Nah dreambooth it gives you a full new model file
I'm training my wife face now, but with a much less photos (around 25)
still not there with 4k steps, but its walking to right direction
from what I'm seeing its doing a much better job than TI
TI was more specific on the features, but it used to exaggerate them too much, HN is looking more natural, I don't know with her face as her photos have filters lol so I don't blame the algorithm if it goes wrong
Oh yeah filters are hard lol
That's what I used for dreambooth
Can run it at the same time just remember to get the checkpoint file lol
Takes 20 mins for 1000 steps
this one produce 4gb ckpt?
Yeah just to compare worth a go and it's on Google's GPU so nothing to lose hehe
I wonder if you can get that model
Then train hyper network using it
Or ti with it on the same face
To make it even more accurate lol
maybe? I think if you can produce photos and save then you may be able to use it for training
but I think there's some watermark or stuff like that on images that tell the AI to don't use them for training, not sure if that applies to this case
I finally got good results of my wife training, but comparing to my photos, it took around 25k steps to get desired output, now I'm quite happy with it, it was trained with 80 photos, in contrast my face required only 6k steps and I was using 100 photos (with way less variation)
do captions in textual inversion training have effect?
the difference between "object" and "style" captions suggests they do, but what about details?
for TI my tests went bad with captions, but for hypernetwork its kinda a must
I will give a try with it again for TI btw
Hello guys, does anyone knows how to train his own model from absolute scratch, using the same code and a very small set of images ?
You can't train a model "from absolute scratch" with a few images afaik
But I probably didn't understand what you want as you talk about using the same code
I want to train my own model.ckpt
It took stability 150000 computing hours to train on presumably millions of images. Popular variant ckpts trained on tens of thousands. You’re better off making a hypernetwork for few-shot training
Yeah I know but I want to use only a few images, see what kind of results i get...
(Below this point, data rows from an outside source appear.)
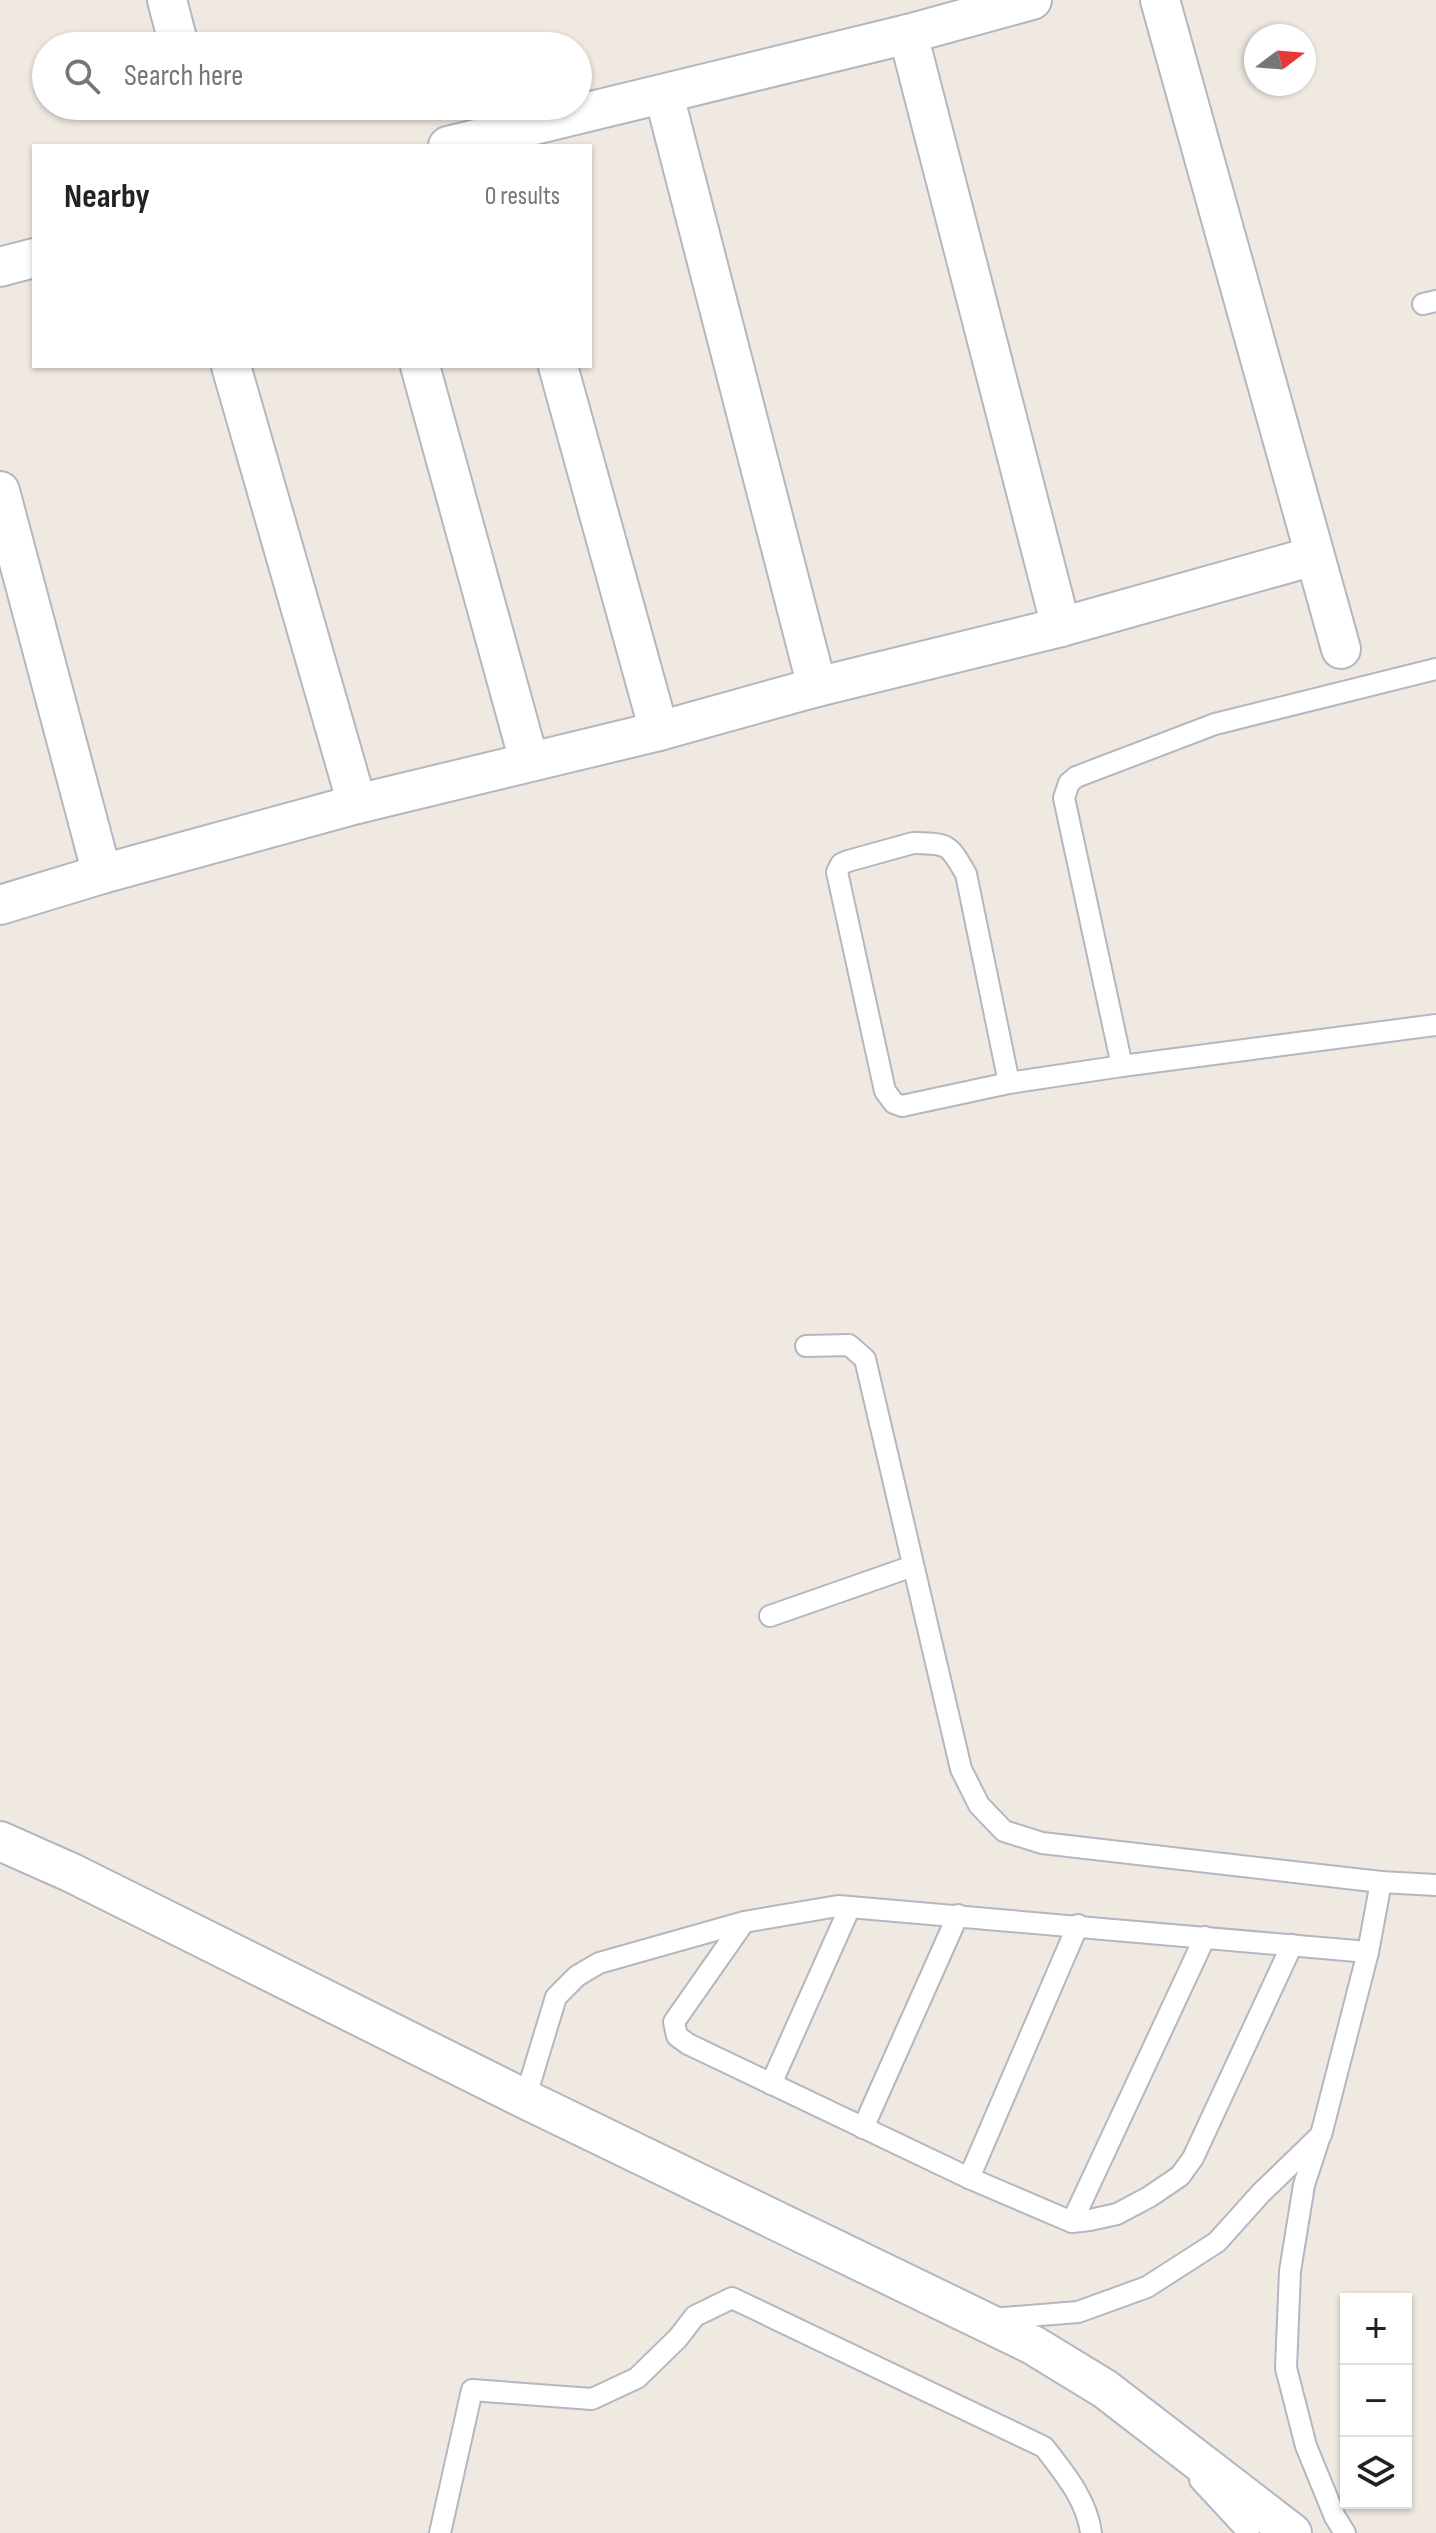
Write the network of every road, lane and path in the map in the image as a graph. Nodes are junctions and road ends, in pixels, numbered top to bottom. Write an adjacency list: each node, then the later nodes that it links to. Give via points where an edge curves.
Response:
1 (167, 0): 4 (street)
2 (1032, 0): 5 (street)
3 (1160, 0): 17 (street)
4 (175, 32)
5 (908, 34): 6 (street); 18 (street)
6 (664, 95): 7 (street); 21 (street)
7 (592, 114)
8 (570, 120): 9 (street)
9 (495, 140): 10 (street)
10 (464, 144)
11 (32, 259): 12 (street)
12 (0, 267)
13 (232, 368): 24 (street)
14 (421, 368): 23 (street)
15 (559, 368): 22 (street)
16 (0, 491): 25 (street)
17 (1314, 556): 18 (street); 19 (street)
18 (1061, 627): 21 (street)
19 (1341, 649)
20 (1436, 669): 28 (lane, via 1215,724 1088,771 1069,783 1064,798)
21 (817, 687): 22 (street)
22 (659, 731): 23 (street)
23 (529, 761): 24 (street)
24 (357, 804): 25 (street)
25 (102, 874): 26 (street)
26 (0, 905)
27 (1436, 1025): 28 (lane)
28 (1122, 1066): 29 (lane)
29 (1009, 1083): 29 (lane, via 902,1106 894,1103 885,1091 837,872 841,864 913,843 941,844 952,851 966,874)
30 (806, 1346): 31 (lane, via 849,1345 865,1359)
31 (913, 1566): 32 (lane); 34 (lane, via 961,1769 979,1805 1004,1831 1042,1843)
32 (770, 1616)
33 (0, 1841): 44 (street)
34 (1381, 1882): 35 (lane); 42 (lane)
35 (1436, 1885)
36 (850, 1907): 37 (lane); 38 (lane); 43 (lane)
37 (958, 1915): 39 (lane); 45 (lane)
38 (744, 1922): 43 (lane, via 674,2022 677,2036 688,2044); 44 (lane, via 599,1963 577,1976 556,1997)
39 (1078, 1925): 40 (lane); 47 (lane)
40 (1205, 1937): 41 (lane); 48 (lane)
41 (1292, 1945): 42 (lane); 48 (lane, via 1180,2176 1117,2214)
42 (1368, 1952): 46 (lane)
43 (771, 2084): 45 (lane)
44 (525, 2099): 49 (street)
45 (863, 2128): 47 (lane)
46 (1321, 2135): 49 (lane, via 1217,2242 1147,2287 1078,2312); 55 (lane, via 1304,2185 1290,2271 1286,2368 1306,2446)
47 (969, 2178): 48 (lane)
48 (1072, 2222)
49 (979, 2320): 50 (street, via 1069,2365)
50 (1139, 2415): 53 (lane); 54 (street)
51 (440, 2533): 52 (lane, via 472,2390 592,2399 637,2378 695,2316 732,2298 1044,2447 1069,2479)
52 (1091, 2533)
53 (1249, 2533)
54 (1292, 2533)
55 (1345, 2533)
Whats a good workflow for doing hands with inpainting? I've been rerolling a hand for hours and i still can't seem to produce more than a vaguely-properly-shaped fleshy mass. Sometimes a coherent hand that only has 3 fingers
i cannot get four fingers to show up at all
Then fine tune an existing model
You can get very good results
is there perhaps a checkpoint just full of hands that i could use
guys, anyone know if there's a way to find some face that matches what's trained on the model? for example I take a picture of my face and it says that y name is what matches it closely
I'm asking that because celebrities are kinda ok to use for styles etc, hypernetwork works most of time but the original face still play a bit of role, so finding someone with a matching face with at least basic features might help I think
also can I choose the face restore to be applied only to eyes?
Anyone tried not using "constant" for the learning rate? And would it be better to start with a high learning rate and lower it or vice versa?
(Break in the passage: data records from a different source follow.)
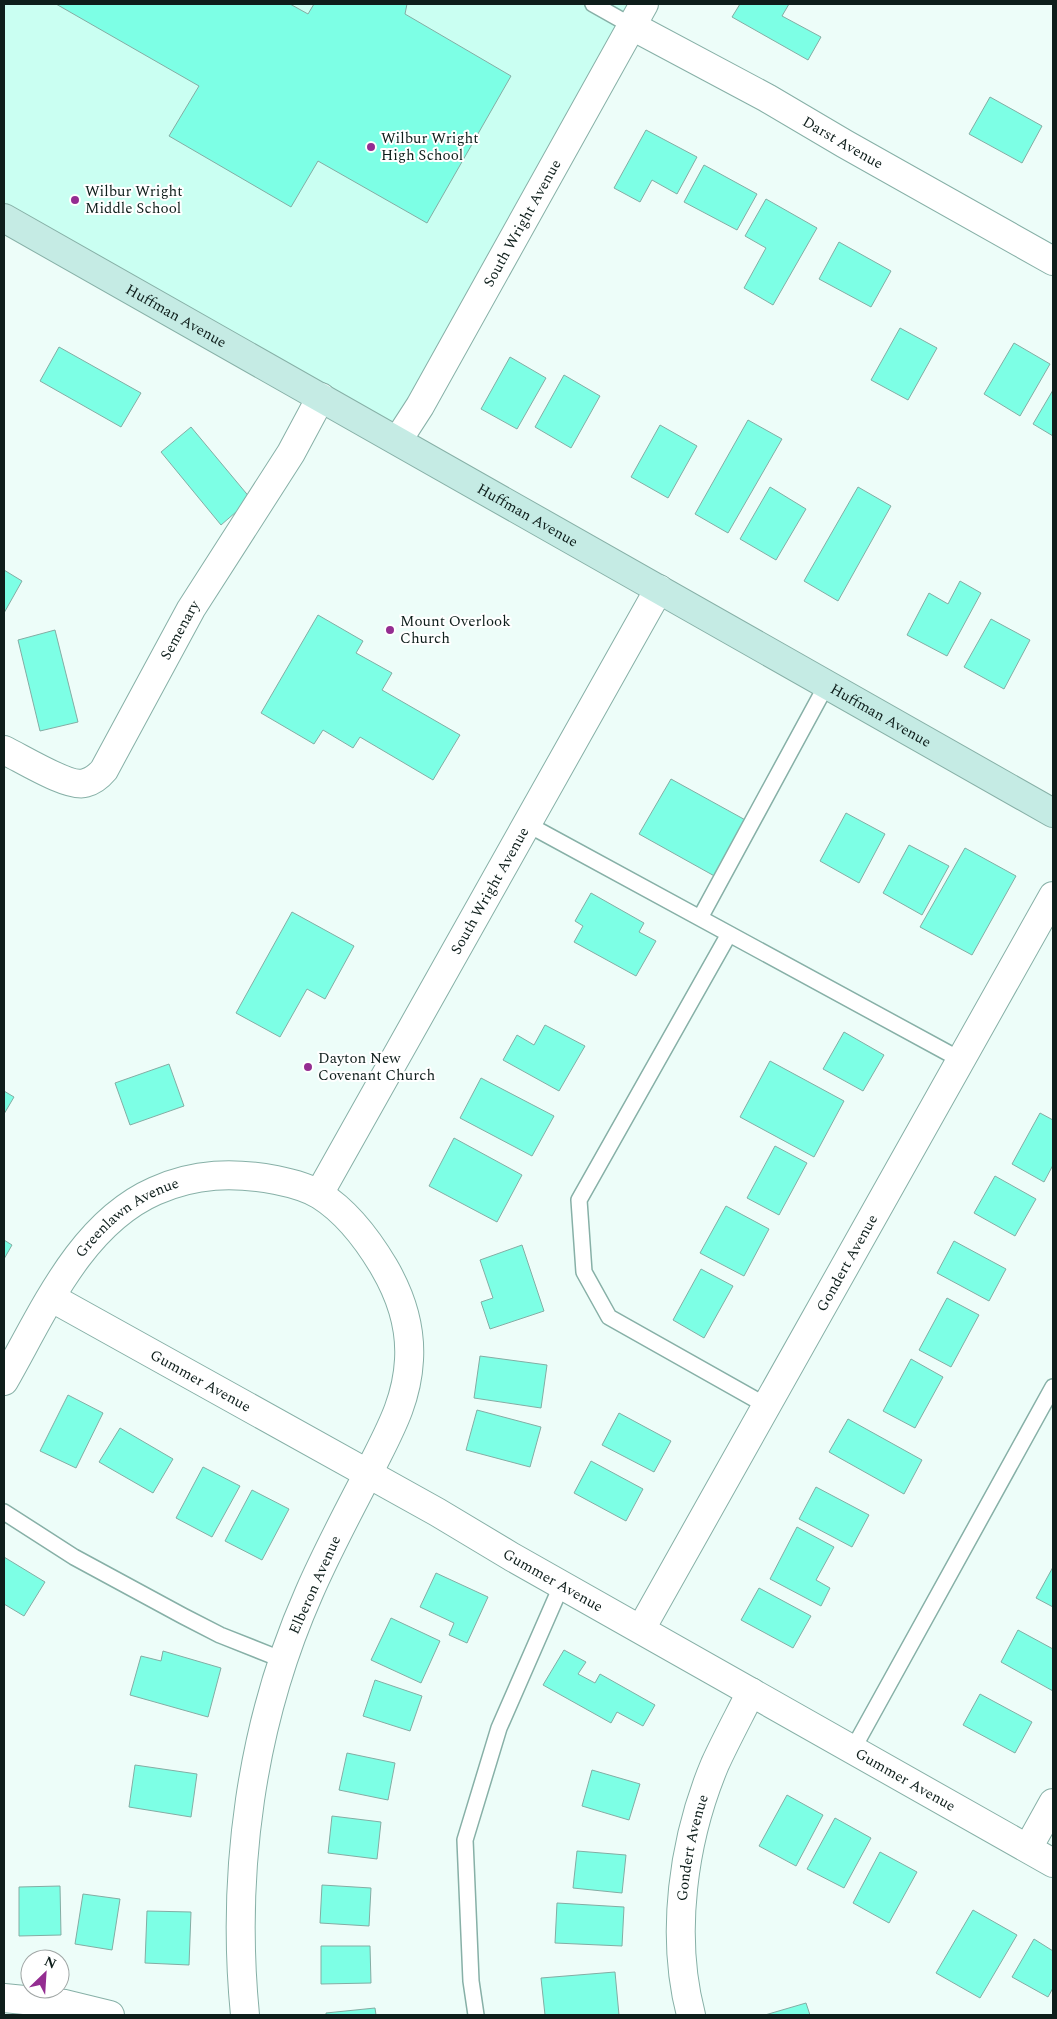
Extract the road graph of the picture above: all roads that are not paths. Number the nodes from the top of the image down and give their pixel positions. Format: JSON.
{"nodes":[{"id":1,"x":593,"y":4,"type":"edge"},
{"id":2,"x":638,"y":15,"type":"edge"},
{"id":3,"x":4,"y":218,"type":"edge"},
{"id":4,"x":1053,"y":261,"type":"edge"},
{"id":5,"x":321,"y":397,"type":"junction"},
{"id":6,"x":398,"y":440,"type":"junction"},
{"id":7,"x":659,"y":589,"type":"junction"},
{"id":8,"x":827,"y":684,"type":"junction"},
{"id":9,"x":4,"y":750,"type":"edge"},
{"id":10,"x":1053,"y":812,"type":"edge"},
{"id":11,"x":527,"y":824,"type":"junction"},
{"id":12,"x":1053,"y":896,"type":"edge"},
{"id":13,"x":700,"y":918,"type":"junction"},
{"id":14,"x":729,"y":934,"type":"junction"},
{"id":15,"x":961,"y":1060,"type":"junction"},
{"id":16,"x":319,"y":1194,"type":"junction"},
{"id":17,"x":52,"y":1298,"type":"junction"},
{"id":18,"x":4,"y":1381,"type":"edge"},
{"id":19,"x":1053,"y":1387,"type":"edge"},
{"id":20,"x":767,"y":1406,"type":"junction"},
{"id":21,"x":368,"y":1474,"type":"junction"},
{"id":22,"x":4,"y":1512,"type":"edge"},
{"id":23,"x":562,"y":1584,"type":"junction"},
{"id":24,"x":641,"y":1629,"type":"junction"},
{"id":25,"x":283,"y":1660,"type":"junction"},
{"id":26,"x":751,"y":1692,"type":"junction"},
{"id":27,"x":853,"y":1749,"type":"junction"},
{"id":28,"x":1053,"y":1803,"type":"edge"},
{"id":29,"x":1028,"y":1848,"type":"junction"},
{"id":30,"x":1053,"y":1863,"type":"edge"},
{"id":31,"x":4,"y":1998,"type":"edge"},
{"id":32,"x":110,"y":2015,"type":"edge"},
{"id":33,"x":244,"y":2015,"type":"edge"},
{"id":34,"x":476,"y":2015,"type":"edge"},
{"id":35,"x":691,"y":2015,"type":"edge"}],
"edges":[{"from":1,"to":2,"type":"lane"},
{"from":2,"to":4,"type":"street","name":"Darst Avenue"},
{"from":2,"to":6,"type":"street","name":"South Wright Avenue"},
{"from":3,"to":5,"type":"street","name":"Huffman Avenue"},
{"from":5,"to":6,"type":"street","name":"Huffman Avenue"},
{"from":5,"to":9,"type":"street","name":"Semenary"},
{"from":6,"to":7,"type":"street","name":"Huffman Avenue"},
{"from":7,"to":8,"type":"street","name":"Huffman Avenue"},
{"from":7,"to":11,"type":"street","name":"South Wright Avenue"},
{"from":8,"to":10,"type":"street","name":"Huffman Avenue"},
{"from":8,"to":13,"type":"lane"},
{"from":11,"to":13,"type":"lane"},
{"from":11,"to":16,"type":"street","name":"South Wright Avenue"},
{"from":12,"to":15,"type":"street","name":"Gondert Avenue"},
{"from":13,"to":14,"type":"lane"},
{"from":14,"to":15,"type":"lane"},
{"from":14,"to":20,"type":"lane"},
{"from":15,"to":20,"type":"street","name":"Gondert Avenue"},
{"from":16,"to":17,"type":"street","name":"Greenlawn Avenue"},
{"from":16,"to":21,"type":"street","name":"Elberon Avenue"},
{"from":17,"to":18,"type":"street","name":"Greenlawn Avenue"},
{"from":17,"to":21,"type":"street","name":"Gummer Avenue"},
{"from":19,"to":27,"type":"lane"},
{"from":20,"to":24,"type":"street","name":"Gondert Avenue"},
{"from":21,"to":23,"type":"street","name":"Gummer Avenue"},
{"from":21,"to":25,"type":"street","name":"Elberon Avenue"},
{"from":22,"to":25,"type":"lane"},
{"from":23,"to":24,"type":"street","name":"Gummer Avenue"},
{"from":23,"to":34,"type":"lane"},
{"from":24,"to":26,"type":"street","name":"Gummer Avenue"},
{"from":25,"to":33,"type":"street","name":"Elberon Avenue"},
{"from":26,"to":27,"type":"street","name":"Gummer Avenue"},
{"from":26,"to":35,"type":"street","name":"Gondert Avenue"},
{"from":27,"to":29,"type":"street","name":"Gummer Avenue"},
{"from":28,"to":29,"type":"street"},
{"from":29,"to":30,"type":"street","name":"Gummer Avenue"},
{"from":31,"to":32,"type":"street"}]}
Are hypernetworks the new textual inversion?
Kind of, yes. They have a similar way of working on top of the model and similar strengths and weaknesses
I haven't used either. Do you have a recommendation if I want to train an artstyle?
or is it more of a leap of faith type thing
or should I use Dreambooth instead?
Anyone have recommendations for how many steps and how many vectors per a token work well with auto11 embed training? (textual inversion)
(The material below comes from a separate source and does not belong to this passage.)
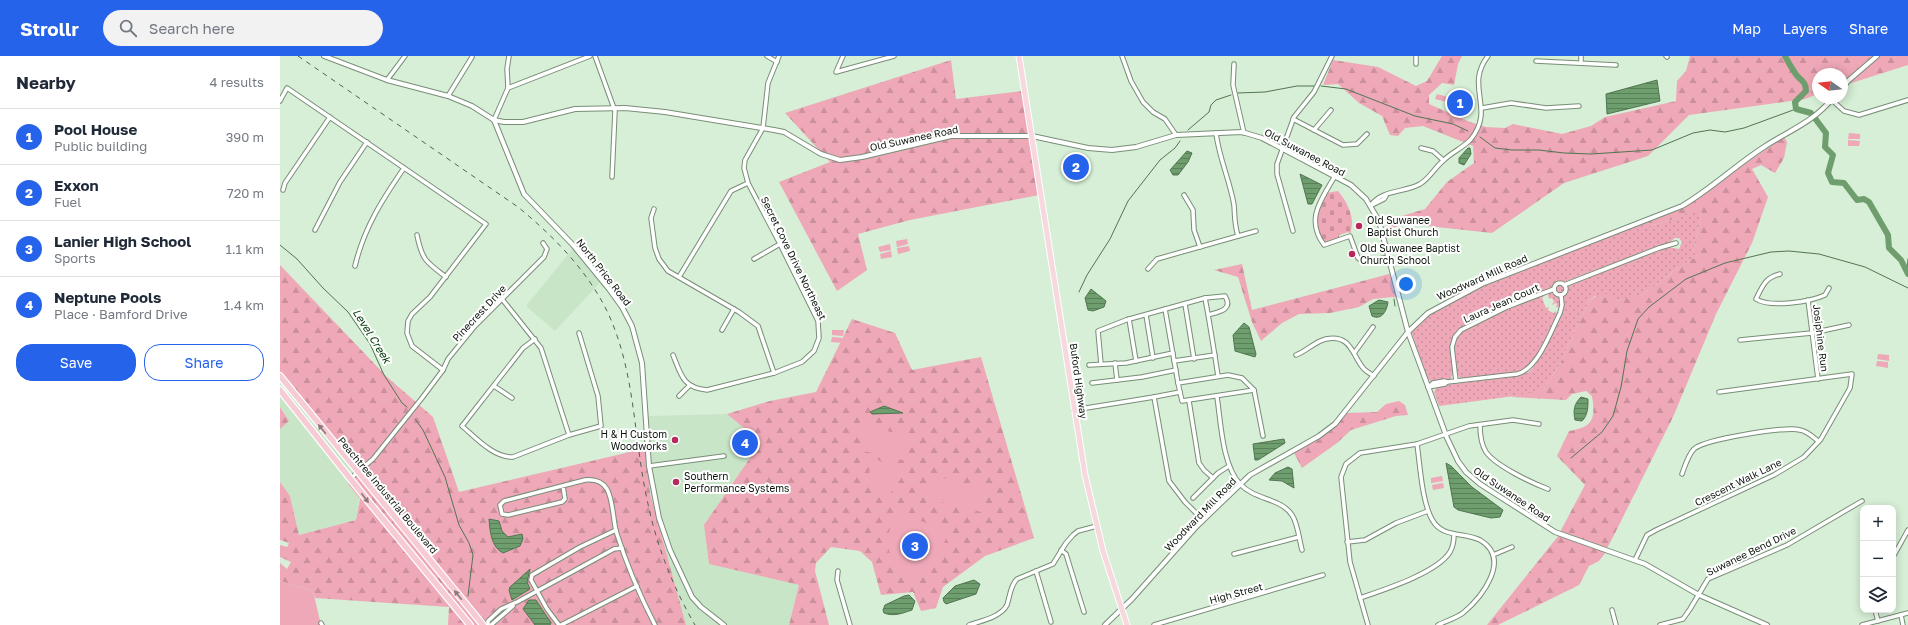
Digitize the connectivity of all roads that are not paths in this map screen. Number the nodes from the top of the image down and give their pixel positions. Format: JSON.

This seems like something you have to experiment with a bit.
I just did a style with Dreambooth and it works VERY WELL. 200 photos, 5000 samples, on a 3060, works really well
I've only used a Dreambooth to train a face
any differences I have to make a note of when training a style?
Related to this discussion, is it possible to use Dreambooth to train on images with different descriptions? I want to train a style on a set of sprites that I have descriptions for
Interesting. Haven't tried dreambooth. Just tried auto11 with 10,000 steps with 400 input images to try to train the style. The result is pretty rough, so trying more, but with that said, the image results were definitely recognizable.
I think it's getting better, maybe I should separate my sample, because there are some images with isometric view
these were my sample images
which one are you using? dreambooth or auto11?
automatic1111's webui and textual inversion
Oh cool. Looks good. What "vectors per token" did you use, and for the "prompt template file" did you use "style" in the file or something different? Wasn't sure what kind of values would work best.
I did 12 just at random, and put a couple portrait prompts causing I was doing portraits, but not sure if "style" would be better
10 tokens, prompt template has a single line with [filewords], in style of [name] and the initialization text was 3d render style
Cool, thanks
And if it helps anyone tweaking their config (even though I'm still struggling to get good results). This is my setup. (I'm basically doing exactly what art twitter hates)
I love this guys art: https://www.instagram.com/samdoesarts and wanted to get a similar style
I downloaded images from his insta with: https://github.com/instaloader/instaloader
Left default initialization text as *, used 12 for the "vectors per token". Left the learning rate as default.
After 15,000 steps this is the result I'm getting, pretty rough looking:
I forgot to switch to the standard diffusion model. So, currently using a checkpoint I made from Waifu + Jinx diffusion. Not sure if that's hurting results.
is it possible to create variants of a single specific inpainting result?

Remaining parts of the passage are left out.